WHAT IS EXPECTED: Your task is to copy every line below that contains the word "Aldate".
**** SUPPLIED RECORDS
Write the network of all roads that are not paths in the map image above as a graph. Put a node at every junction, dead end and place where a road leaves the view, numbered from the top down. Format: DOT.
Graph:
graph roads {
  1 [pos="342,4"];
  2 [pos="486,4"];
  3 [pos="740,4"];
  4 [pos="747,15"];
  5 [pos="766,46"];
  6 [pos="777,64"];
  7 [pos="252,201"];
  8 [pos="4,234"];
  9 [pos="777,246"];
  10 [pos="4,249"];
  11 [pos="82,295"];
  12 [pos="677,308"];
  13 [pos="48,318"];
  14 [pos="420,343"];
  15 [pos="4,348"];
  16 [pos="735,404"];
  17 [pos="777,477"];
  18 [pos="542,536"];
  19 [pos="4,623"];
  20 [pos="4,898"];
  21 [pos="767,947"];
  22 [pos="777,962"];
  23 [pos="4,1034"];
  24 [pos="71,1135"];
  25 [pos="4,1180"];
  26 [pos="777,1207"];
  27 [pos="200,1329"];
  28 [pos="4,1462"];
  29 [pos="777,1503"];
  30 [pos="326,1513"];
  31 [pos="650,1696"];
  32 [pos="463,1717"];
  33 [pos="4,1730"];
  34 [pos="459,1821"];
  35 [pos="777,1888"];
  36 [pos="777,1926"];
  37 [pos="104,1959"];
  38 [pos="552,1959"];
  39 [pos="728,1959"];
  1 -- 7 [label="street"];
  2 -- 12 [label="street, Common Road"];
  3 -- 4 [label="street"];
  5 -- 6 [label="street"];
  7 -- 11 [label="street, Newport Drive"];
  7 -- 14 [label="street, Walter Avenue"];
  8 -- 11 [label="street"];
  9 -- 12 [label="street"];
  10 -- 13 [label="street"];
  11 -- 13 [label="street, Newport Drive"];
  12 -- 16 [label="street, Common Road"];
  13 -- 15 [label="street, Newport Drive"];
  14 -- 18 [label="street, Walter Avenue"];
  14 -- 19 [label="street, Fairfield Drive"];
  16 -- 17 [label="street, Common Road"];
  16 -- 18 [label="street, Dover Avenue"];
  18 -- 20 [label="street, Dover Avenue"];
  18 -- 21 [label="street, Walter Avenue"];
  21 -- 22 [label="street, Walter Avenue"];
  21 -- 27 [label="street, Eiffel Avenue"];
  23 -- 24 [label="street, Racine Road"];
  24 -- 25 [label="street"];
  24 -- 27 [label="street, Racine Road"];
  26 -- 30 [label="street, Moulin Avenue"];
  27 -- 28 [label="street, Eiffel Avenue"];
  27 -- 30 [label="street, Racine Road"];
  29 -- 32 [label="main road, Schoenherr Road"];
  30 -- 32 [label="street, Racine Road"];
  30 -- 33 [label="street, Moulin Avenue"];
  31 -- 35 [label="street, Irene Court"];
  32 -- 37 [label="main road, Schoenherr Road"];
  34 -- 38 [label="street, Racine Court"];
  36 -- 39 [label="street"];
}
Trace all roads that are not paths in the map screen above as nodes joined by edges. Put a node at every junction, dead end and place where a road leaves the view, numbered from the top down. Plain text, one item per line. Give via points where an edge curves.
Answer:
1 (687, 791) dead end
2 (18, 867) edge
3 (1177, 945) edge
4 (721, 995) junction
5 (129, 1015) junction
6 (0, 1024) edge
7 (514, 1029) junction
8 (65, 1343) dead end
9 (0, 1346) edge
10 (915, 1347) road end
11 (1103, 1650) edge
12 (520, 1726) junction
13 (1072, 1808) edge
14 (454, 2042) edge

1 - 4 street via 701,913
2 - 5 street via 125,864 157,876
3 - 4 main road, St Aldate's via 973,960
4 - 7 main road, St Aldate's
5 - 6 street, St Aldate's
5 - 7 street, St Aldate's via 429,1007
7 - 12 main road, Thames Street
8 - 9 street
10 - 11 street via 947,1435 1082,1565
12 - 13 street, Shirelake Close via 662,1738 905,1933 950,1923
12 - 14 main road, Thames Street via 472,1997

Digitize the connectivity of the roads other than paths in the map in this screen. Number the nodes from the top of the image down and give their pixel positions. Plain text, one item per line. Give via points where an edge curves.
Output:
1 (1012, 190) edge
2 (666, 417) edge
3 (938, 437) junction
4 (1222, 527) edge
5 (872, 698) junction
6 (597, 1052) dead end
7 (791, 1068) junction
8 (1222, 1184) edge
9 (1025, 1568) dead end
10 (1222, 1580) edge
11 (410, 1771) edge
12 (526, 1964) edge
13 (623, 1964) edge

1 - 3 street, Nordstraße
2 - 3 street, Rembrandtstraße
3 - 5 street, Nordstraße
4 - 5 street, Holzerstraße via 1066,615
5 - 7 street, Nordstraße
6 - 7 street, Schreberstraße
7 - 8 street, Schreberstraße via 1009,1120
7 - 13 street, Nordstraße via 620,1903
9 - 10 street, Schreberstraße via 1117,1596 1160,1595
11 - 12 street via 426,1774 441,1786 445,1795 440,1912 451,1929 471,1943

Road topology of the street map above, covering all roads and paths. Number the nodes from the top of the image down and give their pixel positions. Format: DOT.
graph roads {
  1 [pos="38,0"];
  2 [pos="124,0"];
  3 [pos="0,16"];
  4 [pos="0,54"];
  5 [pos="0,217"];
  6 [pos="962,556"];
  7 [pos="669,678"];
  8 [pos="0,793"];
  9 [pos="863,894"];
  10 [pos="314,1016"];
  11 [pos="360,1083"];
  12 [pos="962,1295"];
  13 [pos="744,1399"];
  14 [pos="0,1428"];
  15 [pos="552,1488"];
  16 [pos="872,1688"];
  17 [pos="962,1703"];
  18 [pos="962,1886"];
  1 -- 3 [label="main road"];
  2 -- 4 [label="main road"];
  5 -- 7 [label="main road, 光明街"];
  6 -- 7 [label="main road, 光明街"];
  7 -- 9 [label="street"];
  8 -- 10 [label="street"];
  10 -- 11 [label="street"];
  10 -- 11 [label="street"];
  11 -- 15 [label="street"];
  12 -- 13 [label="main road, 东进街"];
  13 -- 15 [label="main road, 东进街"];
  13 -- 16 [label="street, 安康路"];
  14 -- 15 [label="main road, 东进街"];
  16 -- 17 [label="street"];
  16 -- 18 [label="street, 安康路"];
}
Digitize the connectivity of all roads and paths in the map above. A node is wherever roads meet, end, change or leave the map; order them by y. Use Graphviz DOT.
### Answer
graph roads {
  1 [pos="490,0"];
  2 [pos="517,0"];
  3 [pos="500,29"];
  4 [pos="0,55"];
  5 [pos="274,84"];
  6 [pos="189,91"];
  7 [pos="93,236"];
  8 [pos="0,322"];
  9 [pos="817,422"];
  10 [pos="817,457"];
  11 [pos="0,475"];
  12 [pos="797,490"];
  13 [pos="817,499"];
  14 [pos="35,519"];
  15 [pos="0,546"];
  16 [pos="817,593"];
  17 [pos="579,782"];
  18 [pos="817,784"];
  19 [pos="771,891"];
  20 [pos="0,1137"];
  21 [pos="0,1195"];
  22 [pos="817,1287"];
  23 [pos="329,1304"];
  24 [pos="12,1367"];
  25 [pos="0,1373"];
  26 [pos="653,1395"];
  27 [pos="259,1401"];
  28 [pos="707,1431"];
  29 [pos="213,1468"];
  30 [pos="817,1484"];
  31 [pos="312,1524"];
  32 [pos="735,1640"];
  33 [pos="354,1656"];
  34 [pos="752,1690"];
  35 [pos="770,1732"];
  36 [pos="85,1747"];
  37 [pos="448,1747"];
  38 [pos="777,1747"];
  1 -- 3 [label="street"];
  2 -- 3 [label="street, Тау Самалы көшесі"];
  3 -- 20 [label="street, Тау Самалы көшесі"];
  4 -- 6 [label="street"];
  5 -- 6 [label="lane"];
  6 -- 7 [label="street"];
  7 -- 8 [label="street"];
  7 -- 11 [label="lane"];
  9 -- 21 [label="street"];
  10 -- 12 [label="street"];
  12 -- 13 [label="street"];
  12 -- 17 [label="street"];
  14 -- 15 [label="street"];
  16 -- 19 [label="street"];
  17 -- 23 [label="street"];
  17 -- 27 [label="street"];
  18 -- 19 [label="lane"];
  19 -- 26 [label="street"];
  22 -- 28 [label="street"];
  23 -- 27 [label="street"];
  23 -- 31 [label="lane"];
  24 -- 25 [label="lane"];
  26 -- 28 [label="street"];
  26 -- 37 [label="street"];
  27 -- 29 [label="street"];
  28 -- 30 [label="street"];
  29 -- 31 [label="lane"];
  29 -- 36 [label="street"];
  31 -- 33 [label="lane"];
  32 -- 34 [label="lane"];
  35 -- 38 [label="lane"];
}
********
WORKED SOLUTION:
3 - 4 main road, St Aldate's via 973,960
4 - 7 main road, St Aldate's
5 - 6 street, St Aldate's
5 - 7 street, St Aldate's via 429,1007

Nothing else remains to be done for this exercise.